We hadn’t had any luck in conceiving so I asked to be referred to a gynaecologist. I was especially concerned as I suffered from polycystic ovary syndrome (PCOS) and knew I could find it hard to conceive. In December 2016, I had some fertility testing, where they found a large polyp in my uterus and I was advised to have it removed – it was purely described as a normal procedure and that I shouldn’t be overly concerned. They mentioned that they would conduct ‘ovarian drilling’ at the same time to help increase my fertility.

I had the surgery in March to remove the polyp and ovarian drilling, but received a phone call over a week later from the hospital requesting I come and see the gynaecologist as soon as possible.

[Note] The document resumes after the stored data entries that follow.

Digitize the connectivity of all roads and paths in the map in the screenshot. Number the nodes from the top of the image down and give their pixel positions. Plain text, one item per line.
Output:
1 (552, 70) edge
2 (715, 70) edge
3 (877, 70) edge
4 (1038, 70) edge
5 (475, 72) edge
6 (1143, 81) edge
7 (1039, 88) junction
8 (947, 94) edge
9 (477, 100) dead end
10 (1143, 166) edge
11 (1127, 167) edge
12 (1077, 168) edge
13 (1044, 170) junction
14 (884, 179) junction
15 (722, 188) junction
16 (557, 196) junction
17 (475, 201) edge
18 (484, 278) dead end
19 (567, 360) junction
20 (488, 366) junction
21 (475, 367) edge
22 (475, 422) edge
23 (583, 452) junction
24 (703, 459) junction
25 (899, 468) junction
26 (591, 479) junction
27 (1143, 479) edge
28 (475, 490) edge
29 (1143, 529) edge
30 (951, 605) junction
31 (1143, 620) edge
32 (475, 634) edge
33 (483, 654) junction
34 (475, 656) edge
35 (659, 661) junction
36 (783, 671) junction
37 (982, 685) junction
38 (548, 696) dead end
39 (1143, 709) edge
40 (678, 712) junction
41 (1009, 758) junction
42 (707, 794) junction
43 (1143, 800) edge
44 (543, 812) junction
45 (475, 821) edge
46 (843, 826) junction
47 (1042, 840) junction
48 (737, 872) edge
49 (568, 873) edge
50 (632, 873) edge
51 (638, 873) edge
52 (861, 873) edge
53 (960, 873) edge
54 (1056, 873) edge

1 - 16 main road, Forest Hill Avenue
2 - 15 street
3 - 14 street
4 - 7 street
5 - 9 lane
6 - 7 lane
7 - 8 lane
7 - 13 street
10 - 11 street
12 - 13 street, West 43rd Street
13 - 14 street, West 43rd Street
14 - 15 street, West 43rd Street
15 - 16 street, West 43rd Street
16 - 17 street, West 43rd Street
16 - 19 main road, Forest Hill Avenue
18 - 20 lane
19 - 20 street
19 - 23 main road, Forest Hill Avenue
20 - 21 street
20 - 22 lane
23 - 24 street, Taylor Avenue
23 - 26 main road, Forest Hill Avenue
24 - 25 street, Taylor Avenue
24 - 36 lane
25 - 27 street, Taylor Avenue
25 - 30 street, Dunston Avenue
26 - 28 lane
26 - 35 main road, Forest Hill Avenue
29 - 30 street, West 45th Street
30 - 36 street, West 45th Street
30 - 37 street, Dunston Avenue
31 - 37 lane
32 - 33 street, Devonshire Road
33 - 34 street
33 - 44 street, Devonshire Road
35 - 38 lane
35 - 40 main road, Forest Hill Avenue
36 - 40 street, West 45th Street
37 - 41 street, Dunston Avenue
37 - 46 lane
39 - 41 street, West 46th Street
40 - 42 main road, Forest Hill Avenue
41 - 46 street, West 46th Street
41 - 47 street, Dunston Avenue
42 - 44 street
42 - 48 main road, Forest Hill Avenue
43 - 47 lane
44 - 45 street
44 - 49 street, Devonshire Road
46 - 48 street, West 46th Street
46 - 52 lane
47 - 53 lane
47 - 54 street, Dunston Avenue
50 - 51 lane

I knew at that point there was something wrong, especially as this was after I had already booked a post-op appointment.

The nurse on the phone said ‘can you bring someone with you’ which signalled bad news to me – as I knew they’d want to discuss the samples they’d taken from my uterus. I went to the appointment two weeks after my operation, and it was there that the gynaecologist told me that I had endometrial cancer – I was in complete shock and didn’t know what to think.

Vaishali and her husband Rahul

I phoned my parents to let them know, and for them to tell the rest of my family; and we told my husband’s family too – which was all very difficult, as like me, they were just in shock, but immediately thought about the saddest stages of cancer.

I saw the oncologist on 18th April – and they explained what they found and the options we had; because as we’d been trying to get pregnant – they recommended opting for hormone treatment (high-dose progesterone) for a period of 6 months. I have since received a second opinion with a womb specialist in Manchester and I have opted to change my treatment to the one she has recommended.

All fertility preserving treatment is in a trial stage, but I feel like I have to try everything possible so that at least I can say I tried my best and not be filled with regret. It has been a very difficult road as my chances of having my own family is up in the air. I have no idea what will happen in the next 12 months and I think that is the most difficult thing to deal with – the not knowing. I know my cancer is in an early stage so I am not scared of a life or death situation. The fear is of what happens next and how I will cope if the treatment doesn’t work and I have to have the hysterectomy. It sounds like an easy choice – my life or having my own child. The logical choice is to choose life, unfortunately this is not a situation that is logical – it’s a very emotional one.

I don’t know what the future holds for me, but I want other women to be aware that this could happen to anyone and that if you notice any changes in your cycle to get checked. The chances are it might not be womb cancer, but it’s better to be safe than sorry.